### Problem:
Among the lines of the data below, count those that hold the word "النزهة". Answer with the number alone.

--------------------

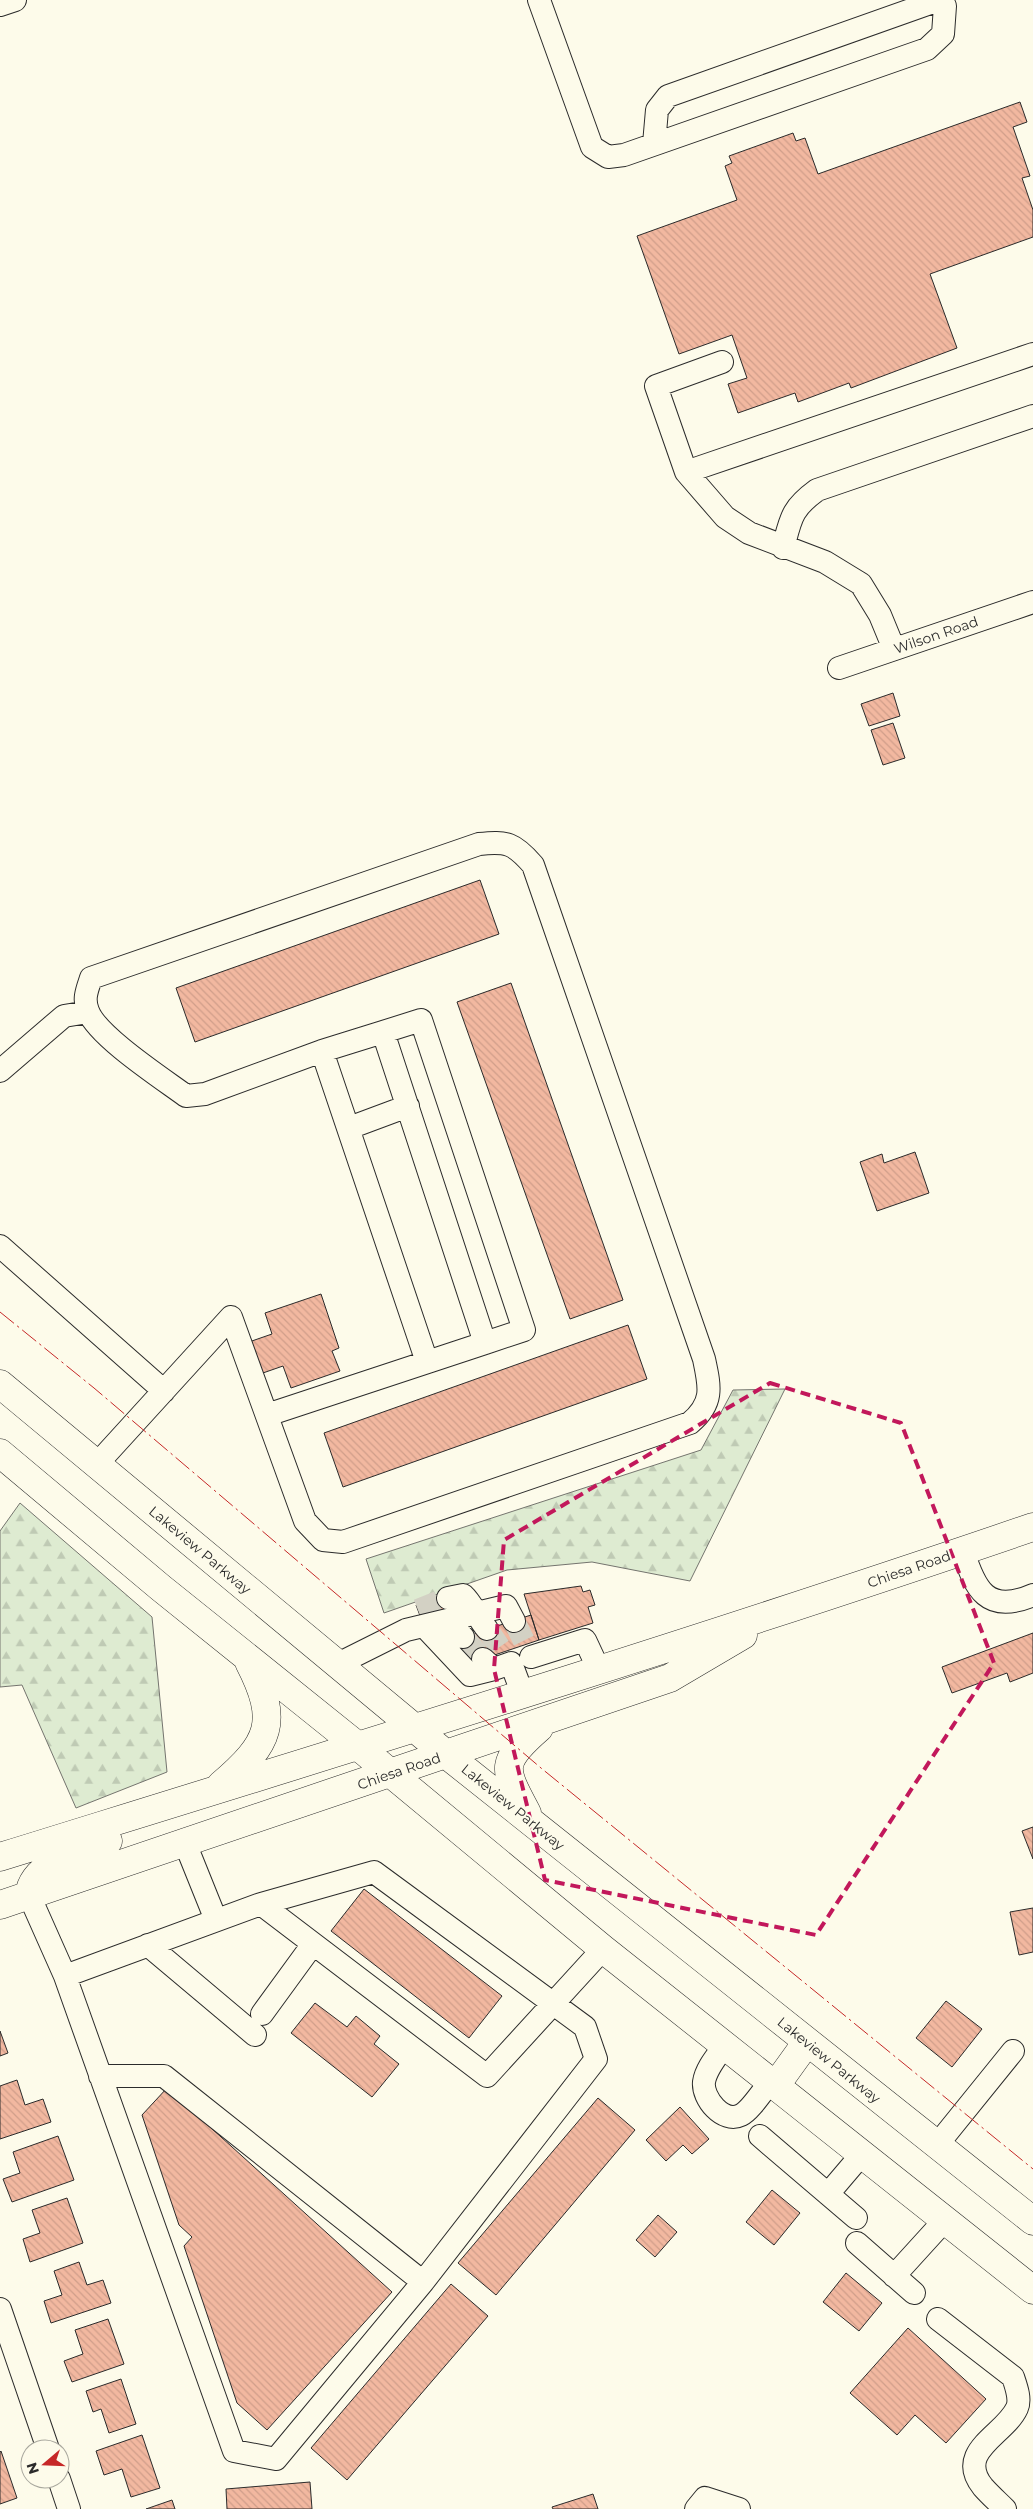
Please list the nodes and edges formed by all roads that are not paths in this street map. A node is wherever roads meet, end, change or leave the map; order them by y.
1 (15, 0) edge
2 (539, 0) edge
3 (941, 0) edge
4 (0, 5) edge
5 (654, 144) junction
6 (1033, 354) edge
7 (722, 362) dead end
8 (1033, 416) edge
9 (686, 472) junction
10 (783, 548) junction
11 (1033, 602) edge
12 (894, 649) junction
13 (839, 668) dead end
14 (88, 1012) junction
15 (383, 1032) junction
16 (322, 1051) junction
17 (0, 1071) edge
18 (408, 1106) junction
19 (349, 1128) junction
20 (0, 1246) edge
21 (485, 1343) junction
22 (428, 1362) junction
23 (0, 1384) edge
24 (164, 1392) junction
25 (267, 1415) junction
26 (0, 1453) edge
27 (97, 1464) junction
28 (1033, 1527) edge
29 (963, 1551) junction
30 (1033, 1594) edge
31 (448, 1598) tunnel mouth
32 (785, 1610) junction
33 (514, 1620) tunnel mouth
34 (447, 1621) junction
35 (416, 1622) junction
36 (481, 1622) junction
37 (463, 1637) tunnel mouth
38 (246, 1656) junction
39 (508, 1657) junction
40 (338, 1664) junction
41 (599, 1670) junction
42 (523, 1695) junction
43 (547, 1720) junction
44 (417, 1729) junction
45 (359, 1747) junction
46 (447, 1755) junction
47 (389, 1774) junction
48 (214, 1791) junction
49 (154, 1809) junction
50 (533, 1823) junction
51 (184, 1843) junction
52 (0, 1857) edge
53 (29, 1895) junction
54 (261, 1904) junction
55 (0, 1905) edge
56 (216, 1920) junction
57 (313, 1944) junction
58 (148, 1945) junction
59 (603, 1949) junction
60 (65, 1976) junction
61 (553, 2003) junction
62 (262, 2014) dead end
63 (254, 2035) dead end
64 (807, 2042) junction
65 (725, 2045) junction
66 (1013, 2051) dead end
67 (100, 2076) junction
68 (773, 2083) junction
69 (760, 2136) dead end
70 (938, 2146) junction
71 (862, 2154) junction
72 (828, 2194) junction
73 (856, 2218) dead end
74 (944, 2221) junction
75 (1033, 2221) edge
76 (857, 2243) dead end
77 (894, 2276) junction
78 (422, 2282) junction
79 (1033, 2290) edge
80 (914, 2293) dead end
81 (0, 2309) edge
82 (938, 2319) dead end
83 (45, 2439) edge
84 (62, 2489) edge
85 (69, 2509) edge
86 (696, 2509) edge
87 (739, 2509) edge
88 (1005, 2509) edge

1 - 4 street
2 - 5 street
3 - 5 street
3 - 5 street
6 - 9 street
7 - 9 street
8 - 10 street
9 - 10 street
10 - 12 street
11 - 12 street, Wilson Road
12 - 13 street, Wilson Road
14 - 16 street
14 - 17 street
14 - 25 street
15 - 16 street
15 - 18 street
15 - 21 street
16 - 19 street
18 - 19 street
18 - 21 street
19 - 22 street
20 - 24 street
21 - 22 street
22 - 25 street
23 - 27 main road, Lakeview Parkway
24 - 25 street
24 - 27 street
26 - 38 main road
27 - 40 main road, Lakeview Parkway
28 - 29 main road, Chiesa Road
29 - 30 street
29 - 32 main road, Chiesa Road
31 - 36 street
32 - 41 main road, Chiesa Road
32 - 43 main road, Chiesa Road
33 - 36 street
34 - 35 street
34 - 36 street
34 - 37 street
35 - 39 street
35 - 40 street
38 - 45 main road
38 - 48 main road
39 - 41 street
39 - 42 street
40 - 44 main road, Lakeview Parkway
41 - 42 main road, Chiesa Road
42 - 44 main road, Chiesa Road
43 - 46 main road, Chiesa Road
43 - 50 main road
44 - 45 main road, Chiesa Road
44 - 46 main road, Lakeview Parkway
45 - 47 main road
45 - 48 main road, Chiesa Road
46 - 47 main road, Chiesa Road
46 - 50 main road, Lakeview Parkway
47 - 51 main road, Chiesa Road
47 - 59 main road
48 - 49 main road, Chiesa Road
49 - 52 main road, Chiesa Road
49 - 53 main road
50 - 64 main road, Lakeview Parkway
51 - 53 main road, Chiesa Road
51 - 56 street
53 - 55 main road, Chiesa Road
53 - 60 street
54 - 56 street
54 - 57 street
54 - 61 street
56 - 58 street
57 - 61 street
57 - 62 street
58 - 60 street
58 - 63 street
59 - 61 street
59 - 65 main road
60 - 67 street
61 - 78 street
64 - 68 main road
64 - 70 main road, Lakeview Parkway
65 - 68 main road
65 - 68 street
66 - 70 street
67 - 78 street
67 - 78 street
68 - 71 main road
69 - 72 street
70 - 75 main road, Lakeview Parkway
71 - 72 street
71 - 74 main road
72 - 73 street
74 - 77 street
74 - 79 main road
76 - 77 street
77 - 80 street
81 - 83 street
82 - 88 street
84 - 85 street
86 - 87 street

--------------------

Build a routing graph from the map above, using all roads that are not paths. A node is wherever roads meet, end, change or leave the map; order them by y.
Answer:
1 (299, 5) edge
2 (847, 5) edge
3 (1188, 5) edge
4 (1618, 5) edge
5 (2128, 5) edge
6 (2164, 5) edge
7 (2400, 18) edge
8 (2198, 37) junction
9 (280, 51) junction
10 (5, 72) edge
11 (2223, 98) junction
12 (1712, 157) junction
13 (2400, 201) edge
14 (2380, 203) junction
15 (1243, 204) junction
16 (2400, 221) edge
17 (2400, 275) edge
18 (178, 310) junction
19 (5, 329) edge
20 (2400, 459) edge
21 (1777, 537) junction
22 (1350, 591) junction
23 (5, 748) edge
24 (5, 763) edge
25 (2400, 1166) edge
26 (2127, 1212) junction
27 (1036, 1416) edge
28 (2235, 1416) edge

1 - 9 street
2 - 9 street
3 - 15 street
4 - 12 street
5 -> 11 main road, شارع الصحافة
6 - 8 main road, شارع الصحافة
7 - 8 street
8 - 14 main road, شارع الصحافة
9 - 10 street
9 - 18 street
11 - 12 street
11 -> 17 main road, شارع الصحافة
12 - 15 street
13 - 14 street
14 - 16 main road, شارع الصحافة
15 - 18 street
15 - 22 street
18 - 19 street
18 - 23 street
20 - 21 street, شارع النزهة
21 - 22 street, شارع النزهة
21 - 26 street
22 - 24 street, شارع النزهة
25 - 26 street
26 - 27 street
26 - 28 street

--------------------

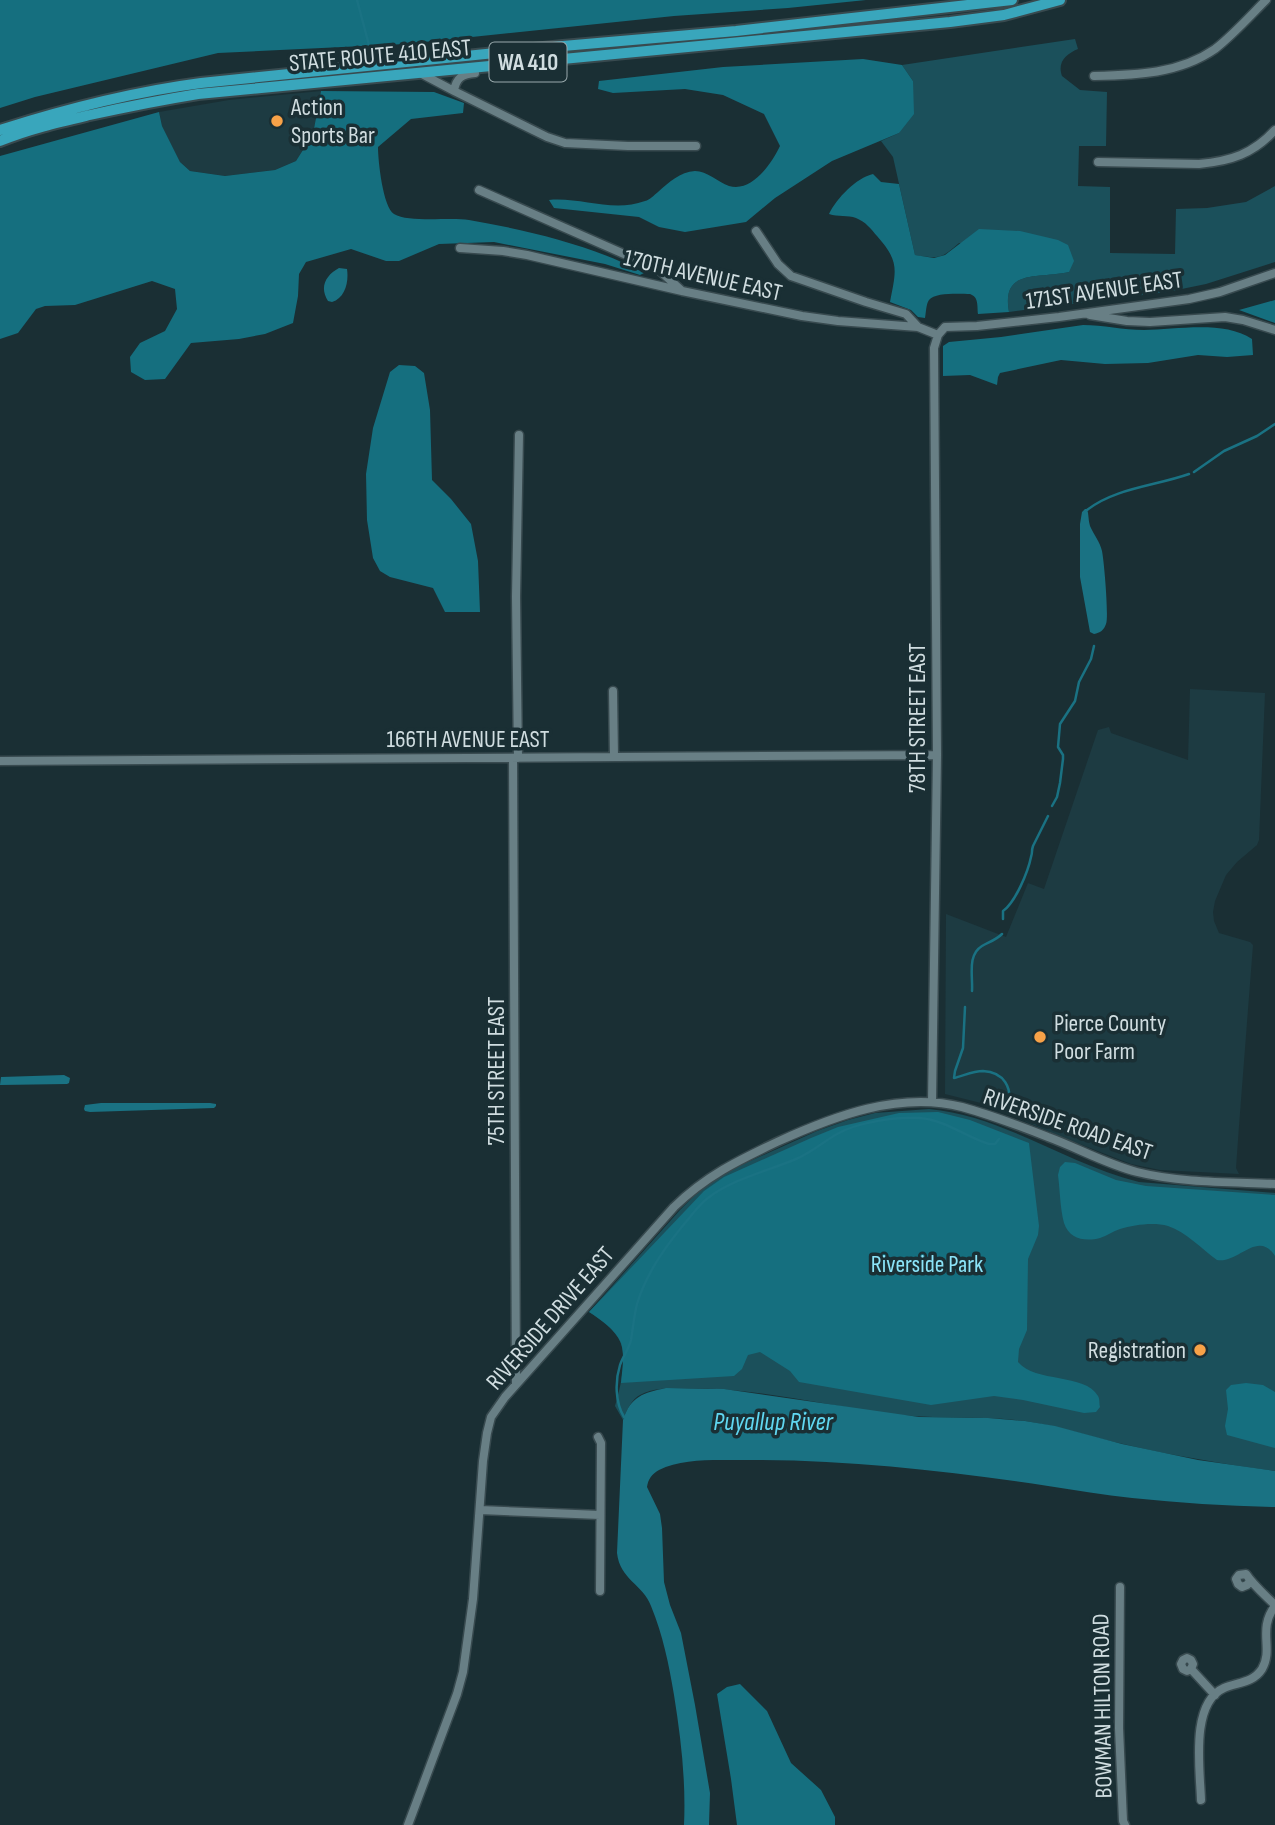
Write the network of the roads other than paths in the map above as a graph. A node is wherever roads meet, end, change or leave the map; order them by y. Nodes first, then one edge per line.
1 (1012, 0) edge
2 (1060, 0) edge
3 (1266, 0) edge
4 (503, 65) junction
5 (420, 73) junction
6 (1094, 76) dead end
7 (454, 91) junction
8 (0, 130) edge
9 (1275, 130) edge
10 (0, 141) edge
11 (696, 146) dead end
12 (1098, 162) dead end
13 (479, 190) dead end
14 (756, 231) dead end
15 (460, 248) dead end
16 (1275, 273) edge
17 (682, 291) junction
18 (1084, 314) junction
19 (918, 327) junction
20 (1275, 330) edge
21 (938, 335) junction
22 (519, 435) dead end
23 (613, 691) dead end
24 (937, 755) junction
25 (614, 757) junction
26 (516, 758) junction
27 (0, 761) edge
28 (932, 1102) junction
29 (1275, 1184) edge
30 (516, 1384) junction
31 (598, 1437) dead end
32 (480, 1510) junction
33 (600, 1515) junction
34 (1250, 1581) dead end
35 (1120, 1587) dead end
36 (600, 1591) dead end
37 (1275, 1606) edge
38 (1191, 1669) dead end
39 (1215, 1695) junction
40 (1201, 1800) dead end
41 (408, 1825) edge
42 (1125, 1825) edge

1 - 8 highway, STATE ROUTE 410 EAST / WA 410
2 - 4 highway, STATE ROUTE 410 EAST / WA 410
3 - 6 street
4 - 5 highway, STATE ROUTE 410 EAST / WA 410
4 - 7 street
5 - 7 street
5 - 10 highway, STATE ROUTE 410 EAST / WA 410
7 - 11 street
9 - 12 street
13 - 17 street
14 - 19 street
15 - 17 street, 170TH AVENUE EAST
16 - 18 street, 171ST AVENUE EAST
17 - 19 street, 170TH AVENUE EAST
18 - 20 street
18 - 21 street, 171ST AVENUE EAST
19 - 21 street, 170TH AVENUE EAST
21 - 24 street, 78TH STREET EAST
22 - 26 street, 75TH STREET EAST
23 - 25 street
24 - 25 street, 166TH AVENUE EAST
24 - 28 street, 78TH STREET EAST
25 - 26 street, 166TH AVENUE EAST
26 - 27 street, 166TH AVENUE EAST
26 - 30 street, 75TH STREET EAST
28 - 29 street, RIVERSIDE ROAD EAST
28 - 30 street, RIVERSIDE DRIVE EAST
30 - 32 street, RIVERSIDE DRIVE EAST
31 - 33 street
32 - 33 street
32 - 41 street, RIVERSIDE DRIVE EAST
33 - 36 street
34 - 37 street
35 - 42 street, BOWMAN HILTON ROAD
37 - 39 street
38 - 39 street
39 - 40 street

--------------------

### Written solution:
3